**EXERCISE AIM:**
Check every line of the entries that follow, and copy the ones containing "rotate".

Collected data
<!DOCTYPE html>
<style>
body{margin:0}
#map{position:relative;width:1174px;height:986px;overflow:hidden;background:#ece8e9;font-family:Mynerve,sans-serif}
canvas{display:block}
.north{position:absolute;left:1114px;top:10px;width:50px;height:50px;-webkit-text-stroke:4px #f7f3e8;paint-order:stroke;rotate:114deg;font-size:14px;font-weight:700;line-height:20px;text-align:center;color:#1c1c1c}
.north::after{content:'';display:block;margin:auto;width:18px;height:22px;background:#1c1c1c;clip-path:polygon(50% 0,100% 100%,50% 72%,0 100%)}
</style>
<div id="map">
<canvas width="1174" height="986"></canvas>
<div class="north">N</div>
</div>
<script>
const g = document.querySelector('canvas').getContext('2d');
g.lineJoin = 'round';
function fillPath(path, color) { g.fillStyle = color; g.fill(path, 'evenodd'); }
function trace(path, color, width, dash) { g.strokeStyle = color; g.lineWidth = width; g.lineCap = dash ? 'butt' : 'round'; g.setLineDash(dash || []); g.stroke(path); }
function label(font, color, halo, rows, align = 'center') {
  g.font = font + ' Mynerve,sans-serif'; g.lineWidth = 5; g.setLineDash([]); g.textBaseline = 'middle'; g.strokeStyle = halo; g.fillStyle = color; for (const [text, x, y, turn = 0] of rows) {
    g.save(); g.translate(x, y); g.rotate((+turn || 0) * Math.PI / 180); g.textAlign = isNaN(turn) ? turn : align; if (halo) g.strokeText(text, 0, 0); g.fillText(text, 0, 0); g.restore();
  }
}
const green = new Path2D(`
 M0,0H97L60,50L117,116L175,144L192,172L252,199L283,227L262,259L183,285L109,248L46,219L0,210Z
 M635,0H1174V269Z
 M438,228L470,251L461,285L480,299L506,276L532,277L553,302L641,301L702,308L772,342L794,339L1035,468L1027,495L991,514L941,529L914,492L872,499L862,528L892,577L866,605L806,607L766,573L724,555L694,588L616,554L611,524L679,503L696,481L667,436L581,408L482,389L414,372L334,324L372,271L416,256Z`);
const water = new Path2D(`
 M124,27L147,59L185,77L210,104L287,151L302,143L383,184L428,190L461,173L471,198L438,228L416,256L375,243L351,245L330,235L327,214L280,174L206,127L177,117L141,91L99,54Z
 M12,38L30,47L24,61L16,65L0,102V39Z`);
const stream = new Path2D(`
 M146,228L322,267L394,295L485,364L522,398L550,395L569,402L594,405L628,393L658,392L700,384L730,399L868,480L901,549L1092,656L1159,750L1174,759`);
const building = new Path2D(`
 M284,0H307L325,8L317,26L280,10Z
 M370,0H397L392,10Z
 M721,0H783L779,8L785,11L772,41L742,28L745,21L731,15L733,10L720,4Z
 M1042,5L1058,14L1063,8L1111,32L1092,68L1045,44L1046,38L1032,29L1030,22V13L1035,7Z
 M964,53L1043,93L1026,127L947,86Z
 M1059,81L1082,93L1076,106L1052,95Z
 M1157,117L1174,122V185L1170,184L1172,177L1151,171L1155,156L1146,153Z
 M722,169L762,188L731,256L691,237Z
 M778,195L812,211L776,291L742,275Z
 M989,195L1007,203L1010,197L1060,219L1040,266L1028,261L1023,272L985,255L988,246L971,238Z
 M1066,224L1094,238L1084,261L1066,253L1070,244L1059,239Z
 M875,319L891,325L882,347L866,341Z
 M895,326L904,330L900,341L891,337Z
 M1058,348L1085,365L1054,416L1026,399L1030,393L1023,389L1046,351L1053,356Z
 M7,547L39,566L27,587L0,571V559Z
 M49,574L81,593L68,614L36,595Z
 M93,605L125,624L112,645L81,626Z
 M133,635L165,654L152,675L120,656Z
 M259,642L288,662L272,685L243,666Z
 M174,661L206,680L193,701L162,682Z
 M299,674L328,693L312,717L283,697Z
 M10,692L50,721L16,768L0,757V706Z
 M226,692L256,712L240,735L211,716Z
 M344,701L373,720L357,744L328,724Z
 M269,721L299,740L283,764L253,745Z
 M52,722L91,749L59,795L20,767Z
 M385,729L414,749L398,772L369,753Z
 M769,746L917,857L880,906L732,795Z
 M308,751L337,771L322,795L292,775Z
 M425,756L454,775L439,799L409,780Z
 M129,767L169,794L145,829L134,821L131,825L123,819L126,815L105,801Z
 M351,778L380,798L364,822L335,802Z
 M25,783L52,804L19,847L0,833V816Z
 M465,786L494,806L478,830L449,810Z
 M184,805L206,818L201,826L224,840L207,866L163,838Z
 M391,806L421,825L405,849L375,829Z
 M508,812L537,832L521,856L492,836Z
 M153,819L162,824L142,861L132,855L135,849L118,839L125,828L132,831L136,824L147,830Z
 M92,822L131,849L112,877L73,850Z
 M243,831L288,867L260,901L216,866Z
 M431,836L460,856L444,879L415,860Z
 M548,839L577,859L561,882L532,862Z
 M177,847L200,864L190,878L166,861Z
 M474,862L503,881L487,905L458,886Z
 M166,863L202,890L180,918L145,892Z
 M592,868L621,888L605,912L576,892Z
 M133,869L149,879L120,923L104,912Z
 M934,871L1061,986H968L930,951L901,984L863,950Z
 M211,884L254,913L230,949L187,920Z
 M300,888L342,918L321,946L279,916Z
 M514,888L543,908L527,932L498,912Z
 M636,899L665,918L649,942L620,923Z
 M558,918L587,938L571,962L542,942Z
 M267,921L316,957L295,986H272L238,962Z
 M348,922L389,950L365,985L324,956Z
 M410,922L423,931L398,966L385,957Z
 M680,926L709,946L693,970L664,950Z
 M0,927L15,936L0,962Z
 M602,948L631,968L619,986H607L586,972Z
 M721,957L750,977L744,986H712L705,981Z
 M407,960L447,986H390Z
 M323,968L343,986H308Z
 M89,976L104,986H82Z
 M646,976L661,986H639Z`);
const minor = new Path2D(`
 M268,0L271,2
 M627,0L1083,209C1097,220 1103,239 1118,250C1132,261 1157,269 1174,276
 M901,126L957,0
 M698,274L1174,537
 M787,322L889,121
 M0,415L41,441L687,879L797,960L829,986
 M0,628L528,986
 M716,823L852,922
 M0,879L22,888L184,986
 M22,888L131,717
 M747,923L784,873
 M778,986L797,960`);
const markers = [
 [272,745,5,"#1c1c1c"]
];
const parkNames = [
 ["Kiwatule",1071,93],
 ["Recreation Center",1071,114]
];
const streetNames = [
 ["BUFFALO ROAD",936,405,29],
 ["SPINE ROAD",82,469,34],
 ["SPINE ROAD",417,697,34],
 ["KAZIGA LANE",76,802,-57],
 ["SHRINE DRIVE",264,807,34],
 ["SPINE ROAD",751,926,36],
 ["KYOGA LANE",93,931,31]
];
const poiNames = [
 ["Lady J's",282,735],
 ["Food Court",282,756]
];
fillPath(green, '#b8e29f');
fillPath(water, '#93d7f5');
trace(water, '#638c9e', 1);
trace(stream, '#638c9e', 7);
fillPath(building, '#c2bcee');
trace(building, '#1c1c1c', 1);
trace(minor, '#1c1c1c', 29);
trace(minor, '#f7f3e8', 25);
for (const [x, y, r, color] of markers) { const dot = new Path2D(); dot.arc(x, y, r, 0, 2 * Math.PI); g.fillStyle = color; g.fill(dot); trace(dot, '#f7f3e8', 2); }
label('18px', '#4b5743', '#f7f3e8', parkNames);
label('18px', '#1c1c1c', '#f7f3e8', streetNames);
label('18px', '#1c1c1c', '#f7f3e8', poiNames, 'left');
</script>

**SOLUTION TO THE EXERCISE:**
.north{position:absolute;left:1114px;top:10px;width:50px;height:50px;-webkit-text-stroke:4px #f7f3e8;paint-order:stroke;rotate:114deg;font-size:14px;font-weight:700;line-height:20px;text-align:center;color:#1c1c1c}
    g.save(); g.translate(x, y); g.rotate((+turn || 0) * Math.PI / 180); g.textAlign = isNaN(turn) ? turn : align; if (halo) g.strokeText(text, 0, 0); g.fillText(text, 0, 0); g.restore();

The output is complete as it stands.